YOUR GOAL: Select and reproduce each line of the listing below that bears the string "Centre".
++++++
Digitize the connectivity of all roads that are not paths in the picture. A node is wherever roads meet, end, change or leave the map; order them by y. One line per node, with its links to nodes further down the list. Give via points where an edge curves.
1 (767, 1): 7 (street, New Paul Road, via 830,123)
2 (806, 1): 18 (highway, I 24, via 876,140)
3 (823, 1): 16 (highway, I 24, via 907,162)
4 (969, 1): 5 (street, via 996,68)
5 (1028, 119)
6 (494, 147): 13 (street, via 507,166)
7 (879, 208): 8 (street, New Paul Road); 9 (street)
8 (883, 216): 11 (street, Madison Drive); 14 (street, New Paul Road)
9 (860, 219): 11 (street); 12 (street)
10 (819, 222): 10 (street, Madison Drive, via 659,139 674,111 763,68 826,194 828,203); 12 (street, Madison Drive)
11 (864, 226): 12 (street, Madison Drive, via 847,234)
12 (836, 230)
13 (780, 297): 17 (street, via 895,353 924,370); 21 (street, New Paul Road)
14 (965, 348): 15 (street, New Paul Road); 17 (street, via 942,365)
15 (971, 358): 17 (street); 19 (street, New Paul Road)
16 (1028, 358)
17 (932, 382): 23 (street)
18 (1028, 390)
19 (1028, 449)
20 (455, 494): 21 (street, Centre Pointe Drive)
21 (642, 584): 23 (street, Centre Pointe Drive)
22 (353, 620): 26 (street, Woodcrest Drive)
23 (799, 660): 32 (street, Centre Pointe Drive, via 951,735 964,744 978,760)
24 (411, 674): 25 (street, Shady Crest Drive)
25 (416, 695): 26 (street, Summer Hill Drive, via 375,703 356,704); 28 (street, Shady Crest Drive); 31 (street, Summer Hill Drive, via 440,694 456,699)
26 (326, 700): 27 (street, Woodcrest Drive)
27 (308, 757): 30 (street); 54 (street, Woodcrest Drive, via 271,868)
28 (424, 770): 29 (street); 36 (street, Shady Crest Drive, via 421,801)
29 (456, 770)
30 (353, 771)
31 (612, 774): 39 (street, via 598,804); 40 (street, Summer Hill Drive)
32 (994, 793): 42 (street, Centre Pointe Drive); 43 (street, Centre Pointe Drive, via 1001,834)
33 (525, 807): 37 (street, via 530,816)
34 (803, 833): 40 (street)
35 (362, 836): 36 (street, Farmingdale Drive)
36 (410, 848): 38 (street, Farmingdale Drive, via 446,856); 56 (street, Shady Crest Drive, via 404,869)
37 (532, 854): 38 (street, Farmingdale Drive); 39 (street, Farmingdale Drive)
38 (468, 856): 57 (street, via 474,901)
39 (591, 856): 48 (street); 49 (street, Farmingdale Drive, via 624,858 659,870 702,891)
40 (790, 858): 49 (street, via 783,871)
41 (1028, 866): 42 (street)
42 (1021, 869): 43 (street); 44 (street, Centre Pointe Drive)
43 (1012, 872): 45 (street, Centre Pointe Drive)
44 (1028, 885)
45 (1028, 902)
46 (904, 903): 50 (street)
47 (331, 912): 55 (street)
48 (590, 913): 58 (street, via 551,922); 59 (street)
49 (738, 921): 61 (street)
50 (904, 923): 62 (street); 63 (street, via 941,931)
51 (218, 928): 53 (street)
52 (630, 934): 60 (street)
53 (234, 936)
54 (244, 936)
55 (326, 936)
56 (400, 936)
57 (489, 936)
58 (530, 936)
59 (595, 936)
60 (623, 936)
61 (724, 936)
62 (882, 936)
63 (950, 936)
++++++
RESPONSE TO THIS TASK:
20 (455, 494): 21 (street, Centre Pointe Drive)
21 (642, 584): 23 (street, Centre Pointe Drive)
23 (799, 660): 32 (street, Centre Pointe Drive, via 951,735 964,744 978,760)
32 (994, 793): 42 (street, Centre Pointe Drive); 43 (street, Centre Pointe Drive, via 1001,834)
42 (1021, 869): 43 (street); 44 (street, Centre Pointe Drive)
43 (1012, 872): 45 (street, Centre Pointe Drive)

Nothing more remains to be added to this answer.